Not adequately characterized, here, is a blinding arrogance that is shared by Turner, an inability to understand who, at this meeting point between “savagery and civilization,” the real savages were.  The terrible “expedients” that these restless heroes were so quick to find need to be named, the “great ends” need to be defined.  For these were a people who had tools and weapons of great power, and beguiling trinkets; they carried devastating disease, were unmoored by exuberance and opportunism, and were animated by new beliefs that released them from any sense of bounded limits.  They were smart, no doubt, and quick.  But they were not wise.  They knew how to conquer and exploit, but it is unclear they ever learned how to settle.

In discussing the “unsettling of America,” Wendell Berry suggests that “the first principle of the exploitative mind is to divide and conquer.  And surely there has never been a people more ominously and painfully divided that we are—both against each other and within ourselves (11).  The roots of this  divide—which, in contrast to Turner, Berry believes to be the most significant product of our restless advance against a settled frontier–of course lie in our history: in a history where we have been competing with each other and the earth at the expense of both.  In contrast to the illusion of infinity provided by the immense stretch of land embedded in our modern picture of the world, Berry looks to the divine as a source of wholeness that might heal these divisions.  But “we can make ourselves whole only by accepting our partiality, by living within our limits, by being human—not by trying to be gods” (95).

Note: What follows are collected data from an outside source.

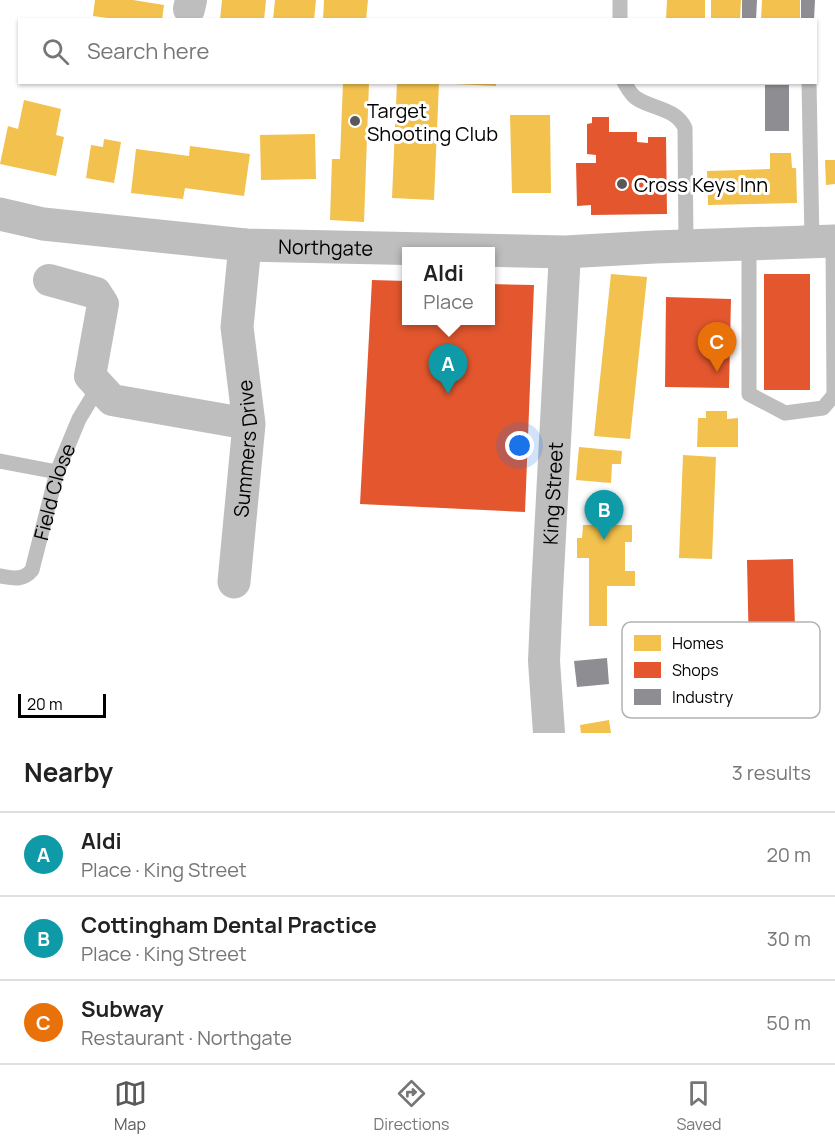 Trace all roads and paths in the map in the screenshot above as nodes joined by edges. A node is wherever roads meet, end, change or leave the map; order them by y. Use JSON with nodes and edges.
{"nodes":[{"id":1,"x":620,"y":0,"type":"edge"},
{"id":2,"x":620,"y":18,"type":"edge"},
{"id":3,"x":625,"y":84,"type":"edge"},
{"id":4,"x":809,"y":84,"type":"edge"},
{"id":5,"x":0,"y":214,"type":"edge"},
{"id":6,"x":827,"y":241,"type":"edge"},
{"id":7,"x":244,"y":244,"type":"junction"},
{"id":8,"x":749,"y":244,"type":"junction"},
{"id":9,"x":686,"y":246,"type":"junction"},
{"id":10,"x":402,"y":248,"type":"edge"},
{"id":11,"x":495,"y":250,"type":"edge"},
{"id":12,"x":566,"y":252,"type":"junction"},
{"id":13,"x":49,"y":279,"type":"dead end"},
{"id":14,"x":99,"y":386,"type":"junction"},
{"id":15,"x":249,"y":424,"type":"junction"},
{"id":16,"x":0,"y":461,"type":"edge"},
{"id":17,"x":57,"y":472,"type":"junction"},
{"id":18,"x":0,"y":576,"type":"edge"},
{"id":19,"x":234,"y":582,"type":"dead end"},
{"id":20,"x":549,"y":733,"type":"edge"}],
"edges":[{"from":1,"to":2,"type":"lane"},
{"from":3,"to":9,"type":"lane"},
{"from":4,"to":6,"type":"lane"},
{"from":5,"to":7,"type":"street","name":"Northgate"},
{"from":6,"to":8,"type":"street","name":"Northgate"},
{"from":6,"to":8,"type":"lane"},
{"from":7,"to":10,"type":"street","name":"Northgate"},
{"from":7,"to":15,"type":"street","name":"Summers Drive"},
{"from":8,"to":9,"type":"street","name":"Northgate"},
{"from":9,"to":12,"type":"street","name":"Northgate"},
{"from":11,"to":12,"type":"street","name":"Northgate"},
{"from":12,"to":20,"type":"street","name":"King Street"},
{"from":13,"to":14,"type":"street"},
{"from":14,"to":15,"type":"street"},
{"from":14,"to":17,"type":"lane","name":"Field Close"},
{"from":15,"to":19,"type":"street","name":"Summers Drive"},
{"from":16,"to":17,"type":"lane"},
{"from":17,"to":18,"type":"lane","name":"Field Close"}]}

To this I would only add that the lure of infinite reason becomes insensible to that reason’s limits.  As Alasdair MacIntyre reminds us, “reason is calculative; it can assess truths of fact and mathematical relations but nothing more.  In the realm of practice therefore it can speak only of means.  About ends it must be silent” (After Virtue 54).  But our reason and logic has been ruthlessly self-assertive.  In the age of infinite reason, and upon the land where it was unleashed, our ends, unguided by anything else, are given to the aggressive impulses of expansion—bigger, faster, more, and yet more still.  Liberalism, at least as it has evolved so far, might be described of as a system where the ends—the values and goals that guide our practices—are a reflection only of the calculating and opportunistic means we have mistaken with truth itself: expansion, because we have cleared the space for it; wealth, because it makes everyone wealthy; growth, because it permits future growth; competition, because it keeps us competitive; freedom, because it prevents any hindrance to our aims, whatever they might be.

Erik Lindberg

Erik Lindberg received his Ph.D. in English and Comparative Literature in 1998, with a focus on cultural theory. After completing his degree, Lindberg began his career as a carpenter, and now owns a small, award-winning company that specializes in historical restoration. In 2008 he started Milwaukee’s first rooftop farm, and was a co-founder of the Victory Garden Initiative, as well as a member of Transition Milwaukee’s inaugural steering committee. He lives in Milwaukee with his wife and young twin boys.